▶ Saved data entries
==============================

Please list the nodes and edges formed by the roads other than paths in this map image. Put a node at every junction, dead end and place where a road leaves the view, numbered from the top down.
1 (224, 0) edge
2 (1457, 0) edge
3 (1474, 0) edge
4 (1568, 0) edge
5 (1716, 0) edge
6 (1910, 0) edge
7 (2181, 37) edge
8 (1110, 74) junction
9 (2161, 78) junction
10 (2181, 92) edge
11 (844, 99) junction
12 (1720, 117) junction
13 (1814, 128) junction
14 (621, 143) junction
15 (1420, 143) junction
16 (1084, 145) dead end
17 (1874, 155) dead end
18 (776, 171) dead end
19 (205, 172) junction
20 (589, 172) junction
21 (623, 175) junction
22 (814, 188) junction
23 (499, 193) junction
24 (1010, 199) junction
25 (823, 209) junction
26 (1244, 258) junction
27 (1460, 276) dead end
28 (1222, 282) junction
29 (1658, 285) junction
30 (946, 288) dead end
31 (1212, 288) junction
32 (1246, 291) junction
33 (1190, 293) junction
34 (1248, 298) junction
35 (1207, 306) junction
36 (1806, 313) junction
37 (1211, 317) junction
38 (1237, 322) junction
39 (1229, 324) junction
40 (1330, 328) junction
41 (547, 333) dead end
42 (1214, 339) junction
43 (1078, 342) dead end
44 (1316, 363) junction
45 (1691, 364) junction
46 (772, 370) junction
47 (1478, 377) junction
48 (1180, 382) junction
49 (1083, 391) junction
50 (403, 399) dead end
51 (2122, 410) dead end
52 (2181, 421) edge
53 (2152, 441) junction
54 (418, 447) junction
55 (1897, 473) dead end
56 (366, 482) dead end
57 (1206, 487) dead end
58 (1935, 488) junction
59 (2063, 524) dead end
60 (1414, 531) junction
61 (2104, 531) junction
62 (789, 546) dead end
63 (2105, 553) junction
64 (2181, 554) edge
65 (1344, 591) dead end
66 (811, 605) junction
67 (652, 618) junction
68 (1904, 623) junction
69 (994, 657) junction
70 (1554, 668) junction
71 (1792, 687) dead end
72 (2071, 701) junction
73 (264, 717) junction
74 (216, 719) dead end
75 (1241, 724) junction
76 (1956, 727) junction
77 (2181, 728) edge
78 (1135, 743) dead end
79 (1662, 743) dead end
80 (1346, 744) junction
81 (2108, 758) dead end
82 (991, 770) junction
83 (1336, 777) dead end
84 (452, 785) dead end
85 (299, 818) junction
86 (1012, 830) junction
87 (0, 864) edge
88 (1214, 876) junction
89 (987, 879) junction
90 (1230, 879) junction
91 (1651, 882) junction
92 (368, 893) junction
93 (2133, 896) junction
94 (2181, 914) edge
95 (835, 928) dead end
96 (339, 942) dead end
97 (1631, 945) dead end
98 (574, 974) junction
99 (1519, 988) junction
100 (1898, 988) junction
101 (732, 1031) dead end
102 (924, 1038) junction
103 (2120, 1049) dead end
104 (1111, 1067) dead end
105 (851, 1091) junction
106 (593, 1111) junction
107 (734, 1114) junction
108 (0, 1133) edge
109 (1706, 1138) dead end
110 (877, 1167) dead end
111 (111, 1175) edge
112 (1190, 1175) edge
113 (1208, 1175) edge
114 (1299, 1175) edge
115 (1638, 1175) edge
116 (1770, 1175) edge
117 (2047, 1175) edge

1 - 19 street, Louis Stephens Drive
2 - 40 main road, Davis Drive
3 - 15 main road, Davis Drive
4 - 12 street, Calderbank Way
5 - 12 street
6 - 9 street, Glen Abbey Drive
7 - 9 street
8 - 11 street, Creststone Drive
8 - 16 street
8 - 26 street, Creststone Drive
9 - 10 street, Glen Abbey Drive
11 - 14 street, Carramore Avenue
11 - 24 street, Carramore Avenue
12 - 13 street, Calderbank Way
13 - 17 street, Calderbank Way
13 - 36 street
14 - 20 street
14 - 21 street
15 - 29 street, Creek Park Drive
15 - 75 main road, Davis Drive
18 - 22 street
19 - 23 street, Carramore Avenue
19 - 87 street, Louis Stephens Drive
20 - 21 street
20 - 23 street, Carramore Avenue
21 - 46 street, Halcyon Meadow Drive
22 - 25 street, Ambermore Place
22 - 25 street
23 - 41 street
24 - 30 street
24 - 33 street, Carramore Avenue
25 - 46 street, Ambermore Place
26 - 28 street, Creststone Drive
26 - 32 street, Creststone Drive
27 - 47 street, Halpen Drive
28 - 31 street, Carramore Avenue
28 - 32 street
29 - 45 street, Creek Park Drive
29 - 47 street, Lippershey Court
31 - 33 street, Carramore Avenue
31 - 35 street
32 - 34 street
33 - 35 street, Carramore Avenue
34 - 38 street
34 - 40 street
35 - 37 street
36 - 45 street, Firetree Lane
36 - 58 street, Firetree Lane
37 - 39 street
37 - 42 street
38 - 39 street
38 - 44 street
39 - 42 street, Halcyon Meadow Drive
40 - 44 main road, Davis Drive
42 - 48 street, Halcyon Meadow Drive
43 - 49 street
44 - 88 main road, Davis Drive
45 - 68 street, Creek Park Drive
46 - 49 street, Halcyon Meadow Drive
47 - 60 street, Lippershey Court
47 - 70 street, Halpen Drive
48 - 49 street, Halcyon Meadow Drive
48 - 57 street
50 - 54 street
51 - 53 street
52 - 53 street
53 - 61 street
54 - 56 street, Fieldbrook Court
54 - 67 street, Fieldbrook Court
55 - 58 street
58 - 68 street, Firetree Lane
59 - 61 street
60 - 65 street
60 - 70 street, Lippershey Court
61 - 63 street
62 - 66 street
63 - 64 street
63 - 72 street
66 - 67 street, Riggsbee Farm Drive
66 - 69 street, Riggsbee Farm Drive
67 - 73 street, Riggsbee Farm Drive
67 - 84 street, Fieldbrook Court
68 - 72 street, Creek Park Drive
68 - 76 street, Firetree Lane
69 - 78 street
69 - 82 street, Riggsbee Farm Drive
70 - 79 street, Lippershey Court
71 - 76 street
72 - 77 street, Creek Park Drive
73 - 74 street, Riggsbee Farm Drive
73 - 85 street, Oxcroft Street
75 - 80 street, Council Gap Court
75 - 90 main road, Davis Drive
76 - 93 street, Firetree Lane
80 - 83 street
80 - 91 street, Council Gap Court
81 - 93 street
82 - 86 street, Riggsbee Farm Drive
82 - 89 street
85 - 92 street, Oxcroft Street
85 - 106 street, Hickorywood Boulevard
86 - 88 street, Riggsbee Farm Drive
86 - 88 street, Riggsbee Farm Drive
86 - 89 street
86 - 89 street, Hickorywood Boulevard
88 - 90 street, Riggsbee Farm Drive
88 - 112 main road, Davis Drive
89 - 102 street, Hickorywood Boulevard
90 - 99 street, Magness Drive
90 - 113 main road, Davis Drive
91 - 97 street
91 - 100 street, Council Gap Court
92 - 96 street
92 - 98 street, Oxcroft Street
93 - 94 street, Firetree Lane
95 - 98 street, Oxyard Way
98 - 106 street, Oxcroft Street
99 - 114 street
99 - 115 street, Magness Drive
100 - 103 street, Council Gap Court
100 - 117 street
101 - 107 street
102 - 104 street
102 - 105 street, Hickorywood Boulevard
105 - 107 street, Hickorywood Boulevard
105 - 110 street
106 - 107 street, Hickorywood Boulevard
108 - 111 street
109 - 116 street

==============================

▶ THE PROBLEM
Could you set down every record exactly as given?

▶ YOUR RESPONSE
Please list the nodes and edges formed by the roads other than paths in this map image. Put a node at every junction, dead end and place where a road leaves the view, numbered from the top down.
1 (224, 0) edge
2 (1457, 0) edge
3 (1474, 0) edge
4 (1568, 0) edge
5 (1716, 0) edge
6 (1910, 0) edge
7 (2181, 37) edge
8 (1110, 74) junction
9 (2161, 78) junction
10 (2181, 92) edge
11 (844, 99) junction
12 (1720, 117) junction
13 (1814, 128) junction
14 (621, 143) junction
15 (1420, 143) junction
16 (1084, 145) dead end
17 (1874, 155) dead end
18 (776, 171) dead end
19 (205, 172) junction
20 (589, 172) junction
21 (623, 175) junction
22 (814, 188) junction
23 (499, 193) junction
24 (1010, 199) junction
25 (823, 209) junction
26 (1244, 258) junction
27 (1460, 276) dead end
28 (1222, 282) junction
29 (1658, 285) junction
30 (946, 288) dead end
31 (1212, 288) junction
32 (1246, 291) junction
33 (1190, 293) junction
34 (1248, 298) junction
35 (1207, 306) junction
36 (1806, 313) junction
37 (1211, 317) junction
38 (1237, 322) junction
39 (1229, 324) junction
40 (1330, 328) junction
41 (547, 333) dead end
42 (1214, 339) junction
43 (1078, 342) dead end
44 (1316, 363) junction
45 (1691, 364) junction
46 (772, 370) junction
47 (1478, 377) junction
48 (1180, 382) junction
49 (1083, 391) junction
50 (403, 399) dead end
51 (2122, 410) dead end
52 (2181, 421) edge
53 (2152, 441) junction
54 (418, 447) junction
55 (1897, 473) dead end
56 (366, 482) dead end
57 (1206, 487) dead end
58 (1935, 488) junction
59 (2063, 524) dead end
60 (1414, 531) junction
61 (2104, 531) junction
62 (789, 546) dead end
63 (2105, 553) junction
64 (2181, 554) edge
65 (1344, 591) dead end
66 (811, 605) junction
67 (652, 618) junction
68 (1904, 623) junction
69 (994, 657) junction
70 (1554, 668) junction
71 (1792, 687) dead end
72 (2071, 701) junction
73 (264, 717) junction
74 (216, 719) dead end
75 (1241, 724) junction
76 (1956, 727) junction
77 (2181, 728) edge
78 (1135, 743) dead end
79 (1662, 743) dead end
80 (1346, 744) junction
81 (2108, 758) dead end
82 (991, 770) junction
83 (1336, 777) dead end
84 (452, 785) dead end
85 (299, 818) junction
86 (1012, 830) junction
87 (0, 864) edge
88 (1214, 876) junction
89 (987, 879) junction
90 (1230, 879) junction
91 (1651, 882) junction
92 (368, 893) junction
93 (2133, 896) junction
94 (2181, 914) edge
95 (835, 928) dead end
96 (339, 942) dead end
97 (1631, 945) dead end
98 (574, 974) junction
99 (1519, 988) junction
100 (1898, 988) junction
101 (732, 1031) dead end
102 (924, 1038) junction
103 (2120, 1049) dead end
104 (1111, 1067) dead end
105 (851, 1091) junction
106 (593, 1111) junction
107 (734, 1114) junction
108 (0, 1133) edge
109 (1706, 1138) dead end
110 (877, 1167) dead end
111 (111, 1175) edge
112 (1190, 1175) edge
113 (1208, 1175) edge
114 (1299, 1175) edge
115 (1638, 1175) edge
116 (1770, 1175) edge
117 (2047, 1175) edge

1 - 19 street, Louis Stephens Drive
2 - 40 main road, Davis Drive
3 - 15 main road, Davis Drive
4 - 12 street, Calderbank Way
5 - 12 street
6 - 9 street, Glen Abbey Drive
7 - 9 street
8 - 11 street, Creststone Drive
8 - 16 street
8 - 26 street, Creststone Drive
9 - 10 street, Glen Abbey Drive
11 - 14 street, Carramore Avenue
11 - 24 street, Carramore Avenue
12 - 13 street, Calderbank Way
13 - 17 street, Calderbank Way
13 - 36 street
14 - 20 street
14 - 21 street
15 - 29 street, Creek Park Drive
15 - 75 main road, Davis Drive
18 - 22 street
19 - 23 street, Carramore Avenue
19 - 87 street, Louis Stephens Drive
20 - 21 street
20 - 23 street, Carramore Avenue
21 - 46 street, Halcyon Meadow Drive
22 - 25 street, Ambermore Place
22 - 25 street
23 - 41 street
24 - 30 street
24 - 33 street, Carramore Avenue
25 - 46 street, Ambermore Place
26 - 28 street, Creststone Drive
26 - 32 street, Creststone Drive
27 - 47 street, Halpen Drive
28 - 31 street, Carramore Avenue
28 - 32 street
29 - 45 street, Creek Park Drive
29 - 47 street, Lippershey Court
31 - 33 street, Carramore Avenue
31 - 35 street
32 - 34 street
33 - 35 street, Carramore Avenue
34 - 38 street
34 - 40 street
35 - 37 street
36 - 45 street, Firetree Lane
36 - 58 street, Firetree Lane
37 - 39 street
37 - 42 street
38 - 39 street
38 - 44 street
39 - 42 street, Halcyon Meadow Drive
40 - 44 main road, Davis Drive
42 - 48 street, Halcyon Meadow Drive
43 - 49 street
44 - 88 main road, Davis Drive
45 - 68 street, Creek Park Drive
46 - 49 street, Halcyon Meadow Drive
47 - 60 street, Lippershey Court
47 - 70 street, Halpen Drive
48 - 49 street, Halcyon Meadow Drive
48 - 57 street
50 - 54 street
51 - 53 street
52 - 53 street
53 - 61 street
54 - 56 street, Fieldbrook Court
54 - 67 street, Fieldbrook Court
55 - 58 street
58 - 68 street, Firetree Lane
59 - 61 street
60 - 65 street
60 - 70 street, Lippershey Court
61 - 63 street
62 - 66 street
63 - 64 street
63 - 72 street
66 - 67 street, Riggsbee Farm Drive
66 - 69 street, Riggsbee Farm Drive
67 - 73 street, Riggsbee Farm Drive
67 - 84 street, Fieldbrook Court
68 - 72 street, Creek Park Drive
68 - 76 street, Firetree Lane
69 - 78 street
69 - 82 street, Riggsbee Farm Drive
70 - 79 street, Lippershey Court
71 - 76 street
72 - 77 street, Creek Park Drive
73 - 74 street, Riggsbee Farm Drive
73 - 85 street, Oxcroft Street
75 - 80 street, Council Gap Court
75 - 90 main road, Davis Drive
76 - 93 street, Firetree Lane
80 - 83 street
80 - 91 street, Council Gap Court
81 - 93 street
82 - 86 street, Riggsbee Farm Drive
82 - 89 street
85 - 92 street, Oxcroft Street
85 - 106 street, Hickorywood Boulevard
86 - 88 street, Riggsbee Farm Drive
86 - 88 street, Riggsbee Farm Drive
86 - 89 street
86 - 89 street, Hickorywood Boulevard
88 - 90 street, Riggsbee Farm Drive
88 - 112 main road, Davis Drive
89 - 102 street, Hickorywood Boulevard
90 - 99 street, Magness Drive
90 - 113 main road, Davis Drive
91 - 97 street
91 - 100 street, Council Gap Court
92 - 96 street
92 - 98 street, Oxcroft Street
93 - 94 street, Firetree Lane
95 - 98 street, Oxyard Way
98 - 106 street, Oxcroft Street
99 - 114 street
99 - 115 street, Magness Drive
100 - 103 street, Council Gap Court
100 - 117 street
101 - 107 street
102 - 104 street
102 - 105 street, Hickorywood Boulevard
105 - 107 street, Hickorywood Boulevard
105 - 110 street
106 - 107 street, Hickorywood Boulevard
108 - 111 street
109 - 116 street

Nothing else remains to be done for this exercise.